### WORK ORDER:
An exact copy of the entries, with every picture omitted, is what is needed here.

### INFORMATION GIVEN:

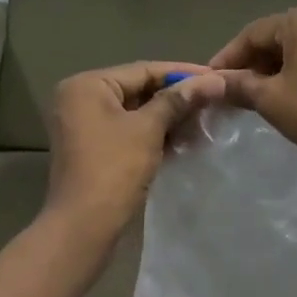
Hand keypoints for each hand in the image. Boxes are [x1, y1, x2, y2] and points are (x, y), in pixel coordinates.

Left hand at [43, 62, 225, 233]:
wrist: (83, 226)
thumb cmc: (113, 169)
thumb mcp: (148, 129)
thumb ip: (178, 100)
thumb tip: (214, 79)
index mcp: (87, 85)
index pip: (142, 70)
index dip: (182, 73)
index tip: (216, 76)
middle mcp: (80, 98)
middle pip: (138, 89)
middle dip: (176, 97)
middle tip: (214, 100)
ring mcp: (84, 125)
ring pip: (135, 112)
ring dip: (168, 117)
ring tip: (205, 121)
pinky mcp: (93, 148)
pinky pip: (128, 131)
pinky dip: (154, 134)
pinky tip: (184, 139)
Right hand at [209, 3, 296, 164]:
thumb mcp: (271, 99)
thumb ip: (239, 86)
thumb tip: (212, 83)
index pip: (252, 34)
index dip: (227, 58)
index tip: (210, 80)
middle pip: (278, 38)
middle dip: (253, 64)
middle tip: (233, 91)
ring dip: (277, 70)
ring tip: (261, 97)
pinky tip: (294, 98)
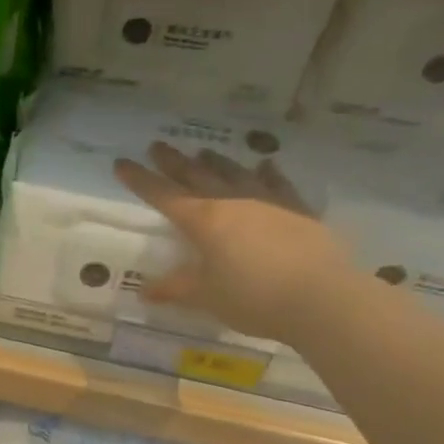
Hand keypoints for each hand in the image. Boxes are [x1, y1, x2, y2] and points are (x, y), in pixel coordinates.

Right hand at [115, 142, 353, 344]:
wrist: (322, 297)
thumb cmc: (254, 298)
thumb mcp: (207, 297)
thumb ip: (176, 289)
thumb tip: (145, 291)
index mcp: (204, 221)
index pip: (163, 195)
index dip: (140, 180)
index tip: (122, 163)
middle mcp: (232, 202)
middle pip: (196, 176)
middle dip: (173, 162)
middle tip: (157, 145)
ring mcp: (267, 202)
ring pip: (234, 173)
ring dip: (216, 162)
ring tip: (202, 151)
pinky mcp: (297, 211)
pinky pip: (278, 183)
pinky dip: (267, 173)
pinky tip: (264, 164)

### ANSWER BELOW:
Hand keypoints for each hand in the image. Boxes are [x1, y1, x2, y2] and points are (x, y), in pixel coordinates.

Left hand at [43, 62, 225, 233]:
wrist: (83, 226)
thumb cmc: (113, 169)
thumb mcp: (148, 129)
thumb ip: (178, 100)
thumb tip: (214, 79)
index mcp: (87, 85)
index pip: (142, 70)
index dip: (182, 73)
index tip: (216, 76)
middle mcp: (80, 98)
middle pip: (138, 89)
middle dip: (176, 97)
middle tip: (214, 100)
ring mcp: (84, 125)
ring pip: (135, 112)
ring dip: (168, 117)
ring tip: (205, 121)
pinky mcp: (93, 148)
pinky pip: (128, 131)
pinky dip: (154, 134)
pinky tip: (184, 139)
Right hand at [209, 3, 296, 164]:
thumb mcp: (271, 99)
thumb ip: (239, 86)
thumb tip: (212, 83)
index pip: (252, 34)
index dip: (227, 58)
index tip: (210, 80)
middle pip: (278, 38)
middle dip: (253, 64)
middle tip: (233, 91)
ring dip: (277, 70)
ring tip: (261, 97)
pinky tip: (294, 98)
Hand keypoints for each hand in the image. Boxes are [x1, y1, x2, y2] and points are (x, y), in pixel coordinates.

Right hand at [115, 142, 353, 344]:
wrist: (322, 297)
thumb cmc: (254, 298)
thumb mcp: (207, 297)
thumb ip: (176, 289)
thumb tip: (145, 291)
index mcp: (204, 221)
index pip: (163, 195)
index dip: (140, 180)
index tip: (122, 163)
middle mcp: (232, 202)
middle pip: (196, 176)
middle dip: (173, 162)
middle tip: (157, 145)
ring mcp: (267, 202)
ring pip: (234, 173)
ring dip: (216, 162)
ring tip: (202, 151)
pinky mcp: (297, 211)
pinky pip: (278, 183)
pinky dip: (267, 173)
pinky tip: (264, 164)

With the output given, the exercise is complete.